Soms ontdek je nieuwe boeken waarbij je meteen denkt: waarom heeft iemand zoiets niet eerder gemaakt? Zoals de serie ”Bam! Ik lees”, non-fictieboeken voor kinderen vanaf eind groep 3.
Alle delen gaan over bij kinderen populaire onderwerpen, zoals paarden, voetbal, panda’s of gamen. Het eigene van de serie zit ’m in de toegankelijke toon, waarbij de schrijvers vaak humor gebruiken en de lezer soms ook heel direct aanspreken. „Jij houdt van paarden. Anders had je dit boek niet gepakt. Je hebt geluk!
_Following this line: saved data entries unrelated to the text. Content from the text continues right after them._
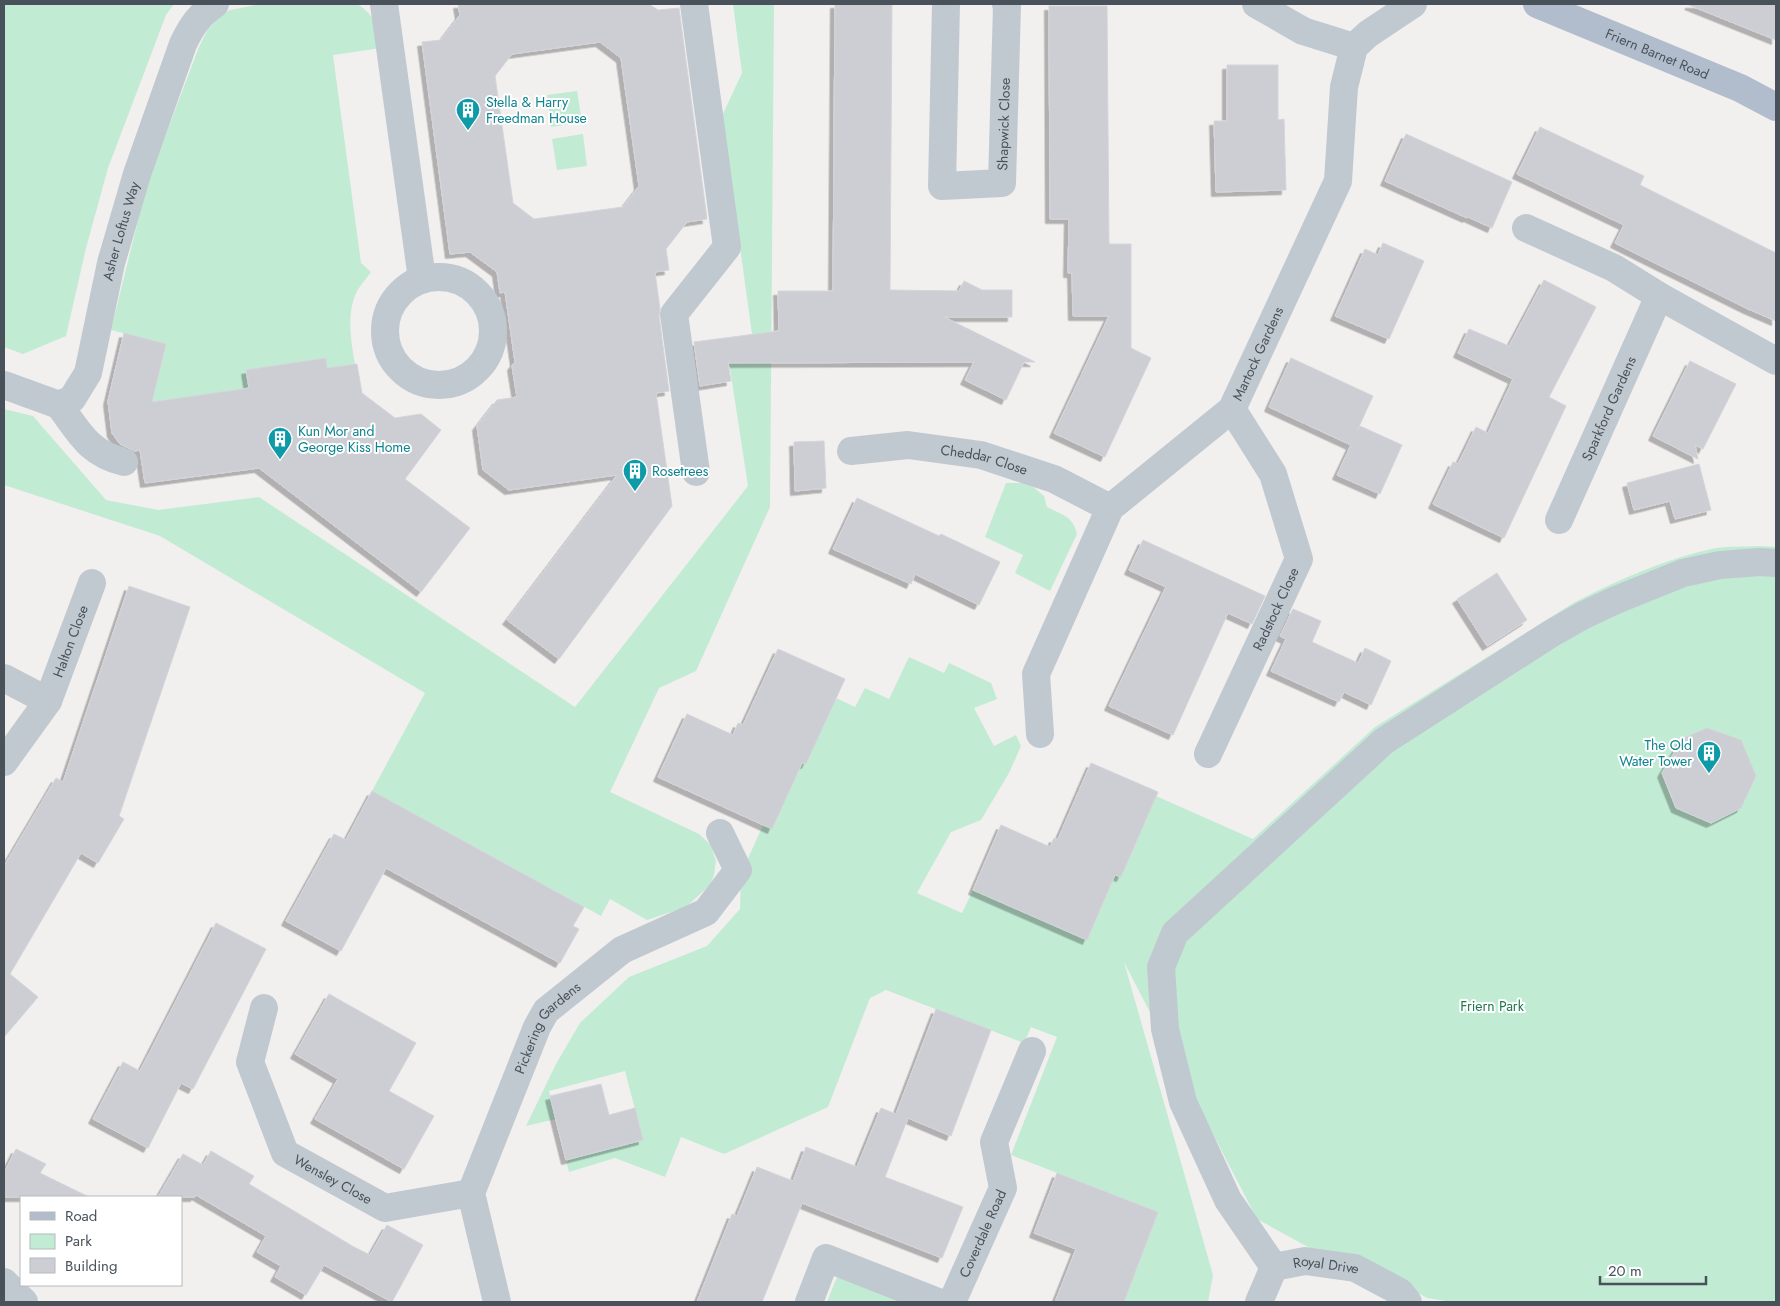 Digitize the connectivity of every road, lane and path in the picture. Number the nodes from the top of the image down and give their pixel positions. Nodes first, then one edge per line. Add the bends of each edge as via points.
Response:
1 (215, 4) edge
2 (384, 4) edge
3 (694, 4) edge
4 (946, 4) edge
5 (1006, 4) edge
6 (1256, 4) edge
7 (1413, 4) edge
8 (1538, 4) edge
9 (1354, 47) junction
10 (1776, 107) edge
11 (1526, 228) dead end
12 (422, 279) dead end
13 (1659, 296) junction
14 (1776, 361) edge
15 (4, 385) edge
16 (59, 405) junction
17 (1232, 409) junction
18 (851, 451) dead end
19 (124, 462) dead end
20 (696, 472) dead end
21 (1110, 508) junction
22 (1559, 520) dead end
23 (1776, 563) edge
24 (92, 583) dead end
25 (4, 678) edge
26 (48, 701) junction
27 (1040, 734) dead end
28 (1208, 754) dead end
29 (4, 762) edge
30 (720, 833) dead end
31 (264, 1008) dead end
32 (1032, 1051) dead end
33 (471, 1192) junction
34 (1274, 1267) junction
35 (4, 1282) edge
36 (24, 1302) edge
37 (497, 1302) edge
38 (808, 1302) edge
39 (938, 1302) edge
40 (952, 1302) edge
41 (1259, 1302) edge
42 (1408, 1302) edge

1 - 16 street, Asher Loftus Way via 192,26 183,44 137,174 111,262 88,373 72,398
2 - 12 street
3 - 20 street via 727,248 674,314
4 - 5 street, Shapwick Close via 942,186 1002,183
6 - 9 street via 1303,31
7 - 9 street
8 - 10 main road, Friern Barnet Road via 1740,88
9 - 17 street, Martock Gardens via 1344,87 1338,181
11 - 13 street via 1614,268
13 - 14 street
13 - 22 street, Sparkford Gardens
15 - 16 street
16 - 19 street via 94,449 108,458
17 - 21 street, Martock Gardens
17 - 28 street, Radstock Close via 1273,474 1298,559
18 - 21 street, Cheddar Close via 908,445 980,455 1054,479
21 - 27 street, Martock Gardens via 1036,674
23 - 34 street via 1720,565 1683,573 1584,614 1552,633 1384,740 1175,933 1161,966 1165,1029 1183,1102 1228,1200
24 - 26 street, Halton Close
25 - 26 street
26 - 29 street, Halton Close
30 - 33 street, Pickering Gardens via 738,870 706,912 622,950 546,1011
31 - 33 street, Wensley Close via 250,1062 285,1153 385,1208
32 - 40 street, Coverdale Road via 994,1142 1004,1188
33 - 37 street
34 - 41 street, Royal Drive
34 - 42 street, Royal Drive via 1305,1261 1355,1268 1400,1292
35 - 36 street
38 - 39 street via 826,1258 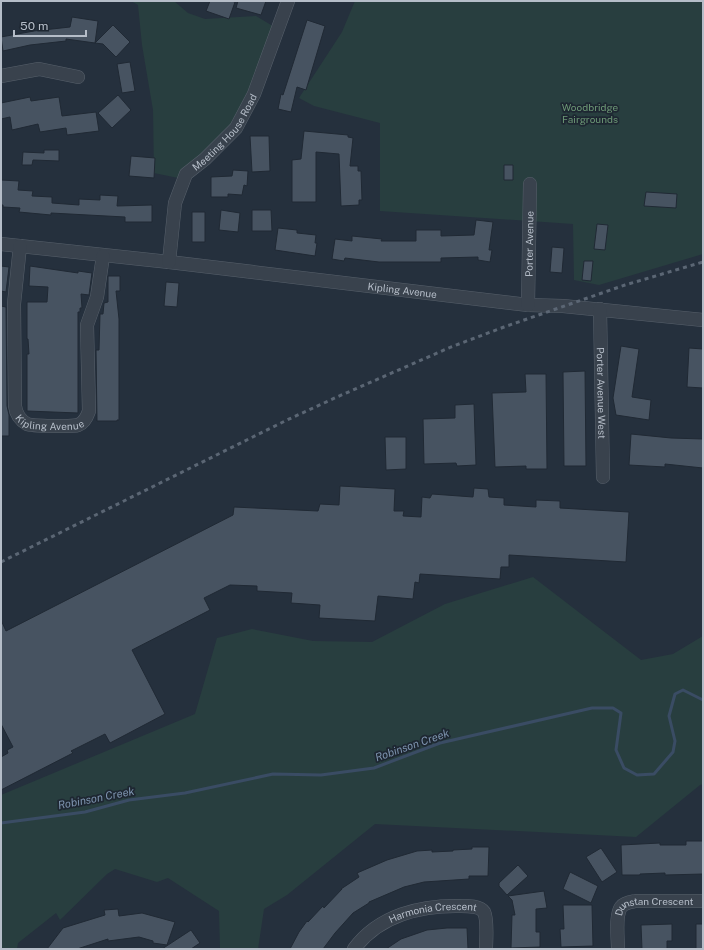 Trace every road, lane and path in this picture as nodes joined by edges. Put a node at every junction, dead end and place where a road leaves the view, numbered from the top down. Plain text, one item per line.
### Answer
1 (288, 1) edge
2 (1, 76) edge
3 (78, 76) dead end
4 (530, 184) dead end
5 (1, 244) edge
6 (20, 246) junction
7 (103, 256) junction
8 (169, 262) junction
9 (528, 305) junction
10 (600, 310) junction
11 (703, 320) edge
12 (603, 477) dead end
13 (703, 901) edge
14 (354, 949) edge
15 (486, 949) edge
16 (618, 949) edge

1 - 8 street, Meeting House Road
2 - 3 street
4 - 9 street, Porter Avenue
5 - 6 street, Kipling Avenue
6 - 7 street, Kipling Avenue
6 - 7 street, Kipling Avenue
7 - 8 street, Kipling Avenue
8 - 9 street, Kipling Avenue
9 - 10 street, Kipling Avenue
10 - 11 street, Kipling Avenue
10 - 12 street, Porter Avenue West
13 - 16 street, Dunstan Crescent
14 - 15 street, Harmonia Crescent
Dit boek vertelt je over dit prachtdier”, zo begint het deel over paarden, ”Op een paard, hi ha!”. Auteur is Tiny Fisscher, Anne Roos Kleiss maakte –onder de naam Roozeboos– kleurrijke illustraties in collagestijl.
In dit deel valt genoeg te leren. Wat is wild en wat is tam? Wat is een konik? Waarom rolt een paard door het zand? Maar ook onderwerpen als cowboys, politiepaarden en paardentaal komen in een paar zinnen langs. In dit deel is de tekst bondig en luchtig, de humor is hier vooral te zien in de tekeningen. Zo is er een plaat waarop een paard met een bril en een politiepet op achter een bureau zit. Ook grappig: naast een paard dat paardenvijgen achterlaat op de stoep is een openstaande koffer getekend waaruit wc-rollen vallen.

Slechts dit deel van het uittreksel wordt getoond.